OpenSearch Industry Algorithm Edition provides built-in text analyzers for different languages, industries, and search scenarios. Each analyzer controls how field content is tokenized at index time and matched at query time.
Analyzer overview
The following table summarizes all available analyzers. "Dedicated only" means the analyzer requires a dedicated application instance.
| Analyzer | Language / domain | Supported field types | Dedicated only |
|---|---|---|---|
| N-gram | Any | SHORT_TEXT | Yes |
| Keyword | Any | LITERAL, INT, LITERAL_ARRAY, INT_ARRAY | No |
| General analyzer for Chinese | Chinese | TEXT, SHORT_TEXT | No |
| E-commerce analyzer for Chinese | Chinese / E-commerce | TEXT, SHORT_TEXT | No |
| Single-character analyzer for Chinese | Chinese | TEXT, SHORT_TEXT | No |
| Character analyzer for Chinese | Chinese | TEXT, SHORT_TEXT | Yes |
| Fuzzy analyzer | Chinese / Pinyin | SHORT_TEXT | No |
| Full pinyin spelling analyzer | Pinyin | SHORT_TEXT | No |
| Abbreviated pinyin analyzer | Pinyin | SHORT_TEXT | No |
| Word stemming analyzer for English | English | TEXT, SHORT_TEXT | No |
| Unstemmed word analyzer for English | English | TEXT, SHORT_TEXT | No |
| Fine-grained analyzer for English | English | TEXT, SHORT_TEXT | Yes |
| General analyzer for Thai | Thai | TEXT, SHORT_TEXT | Yes |
| E-commerce analyzer for Thai | Thai / E-commerce | TEXT, SHORT_TEXT | Yes |
| General analyzer for Vietnamese | Vietnamese | TEXT, SHORT_TEXT | Yes |
| General analyzer for Indonesian | Indonesian | TEXT, SHORT_TEXT | Yes |
| General analyzer for Korean | Korean | TEXT, SHORT_TEXT | Yes |
| E-commerce analyzer for Korean | Korean / E-commerce | TEXT, SHORT_TEXT | Yes |
| General analyzer for Japanese | Japanese | TEXT, SHORT_TEXT | Yes |
| E-commerce analyzer for Japanese | Japanese / E-commerce | TEXT, SHORT_TEXT | Yes |
| Simple analyzer | Any | TEXT, SHORT_TEXT | No |
| Numeric analyzer | Numeric | INT, TIMESTAMP | No |
| Geo-location analyzer | Geographic | geo_point | No |
| IT content analyzer | IT industry | TEXT, SHORT_TEXT | No |
| General E-commerce analysis | E-commerce | TEXT | Yes (E-commerce Enhanced) |
| General analysis for the gaming industry | Gaming | TEXT, SHORT_TEXT | Yes (Gaming Enhanced) |
| General analyzer for English E-commerce | English / E-commerce | TEXT | Yes (E-commerce Enhanced) |
| Custom text analyzer | Any | TEXT, SHORT_TEXT | No |
N-gram analyzer
Tokenizes text into sequences of N consecutive characters. Supports 2-gram and 3-gram tokenization. Use this analyzer for non-semantic search scenarios where you need character-level substring matching.

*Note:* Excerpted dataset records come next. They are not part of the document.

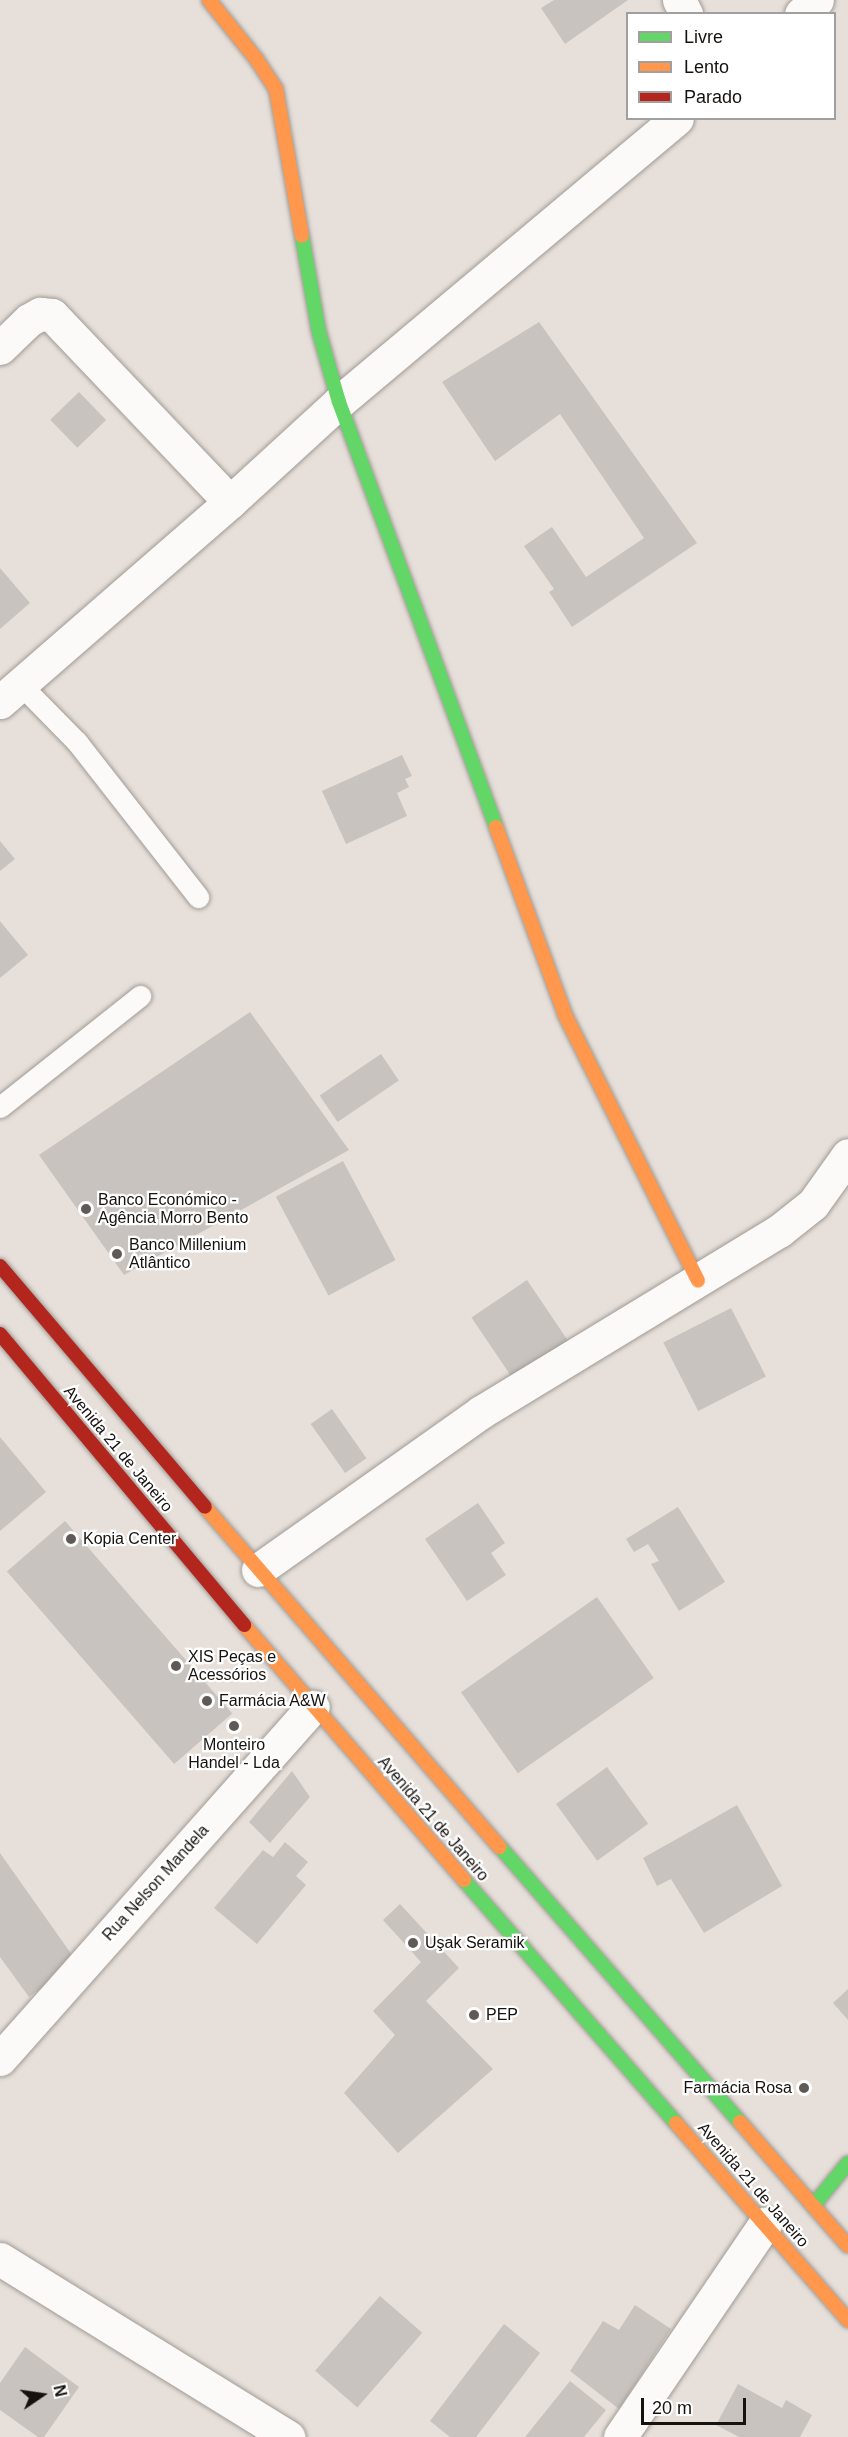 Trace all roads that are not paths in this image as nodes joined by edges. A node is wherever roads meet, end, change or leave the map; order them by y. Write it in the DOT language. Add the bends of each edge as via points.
graph roads {
  1 [pos="209,0"];
  2 [pos="817,0"];
  3 [pos="803,12"];
  4 [pos="675,120"];
  5 [pos="0,348"];
  6 [pos="339,402"];
  7 [pos="231,502"];
  8 [pos="10,694"];
  9 [pos="198,897"];
  10 [pos="140,996"];
  11 [pos="0,1107"];
  12 [pos="848,1155"];
  13 [pos="0,1266"];
  14 [pos="698,1281"];
  15 [pos="0,1334"];
  16 [pos="258,1570"];
  17 [pos="313,1707"];
  18 [pos="0,2059"];
  19 [pos="848,2163"];
  20 [pos="813,2206"];
  21 [pos="765,2224"];
  22 [pos="848,2246"];
  23 [pos="0,2259"];
  24 [pos="848,2320"];
  25 [pos="288,2437"];
  26 [pos="620,2437"];
  1 -- 6 [label="main road" via="270,77 278,95 319,332"];
  2 -- 3 [label="street"];
  4 -- 6 [label="street"];
  5 -- 7 [label="street" via="29,320 40,314 52,315"];
  6 -- 7 [label="street"];
  6 -- 14 [label="main road" via="565,1015"];
  7 -- 8 [label="street"];
  8 -- 9 [label="lane" via="77,742"];
  10 -- 11 [label="lane"];
  12 -- 14 [label="street" via="813,1204 779,1231"];
  13 -- 16 [label="main road, Avenida 21 de Janeiro"];
  14 -- 16 [label="street" via="481,1412"];
  15 -- 17 [label="main road, Avenida 21 de Janeiro"];
  16 -- 20 [label="main road, Avenida 21 de Janeiro"];
  17 -- 18 [label="street, Rua Nelson Mandela"];
  17 -- 21 [label="main road, Avenida 21 de Janeiro"];
  19 -- 20 [label="main road"];
  20 -- 22 [label="main road, Avenida 21 de Janeiro"];
  21 -- 24 [label="main road, Avenida 21 de Janeiro"];
  21 -- 26 [label="street"];
  23 -- 25 [label="street"];
}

Available only for dedicated applications. The field type must be SHORT_TEXT.
Example — 2-gram
Input: Open Search
Tokens: op, pe, en, n , s, se, ea, ar, rc, ch
Example — 3-gram
Input: Open Search
Tokens: ope, pen, en , n s, se, sea, ear, arc, rch
Keyword analyzer
Does not tokenize the field value. The entire value is treated as a single token. Use this analyzer for exact match scenarios — tags, identifiers, string codes, and numeric values that must not be split.
Supported field types: LITERAL, INT, LITERAL_ARRAY, INT_ARRAY
Example
Input: chrysanthemum tea
The document is retrieved only when the query is exactly chrysanthemum tea.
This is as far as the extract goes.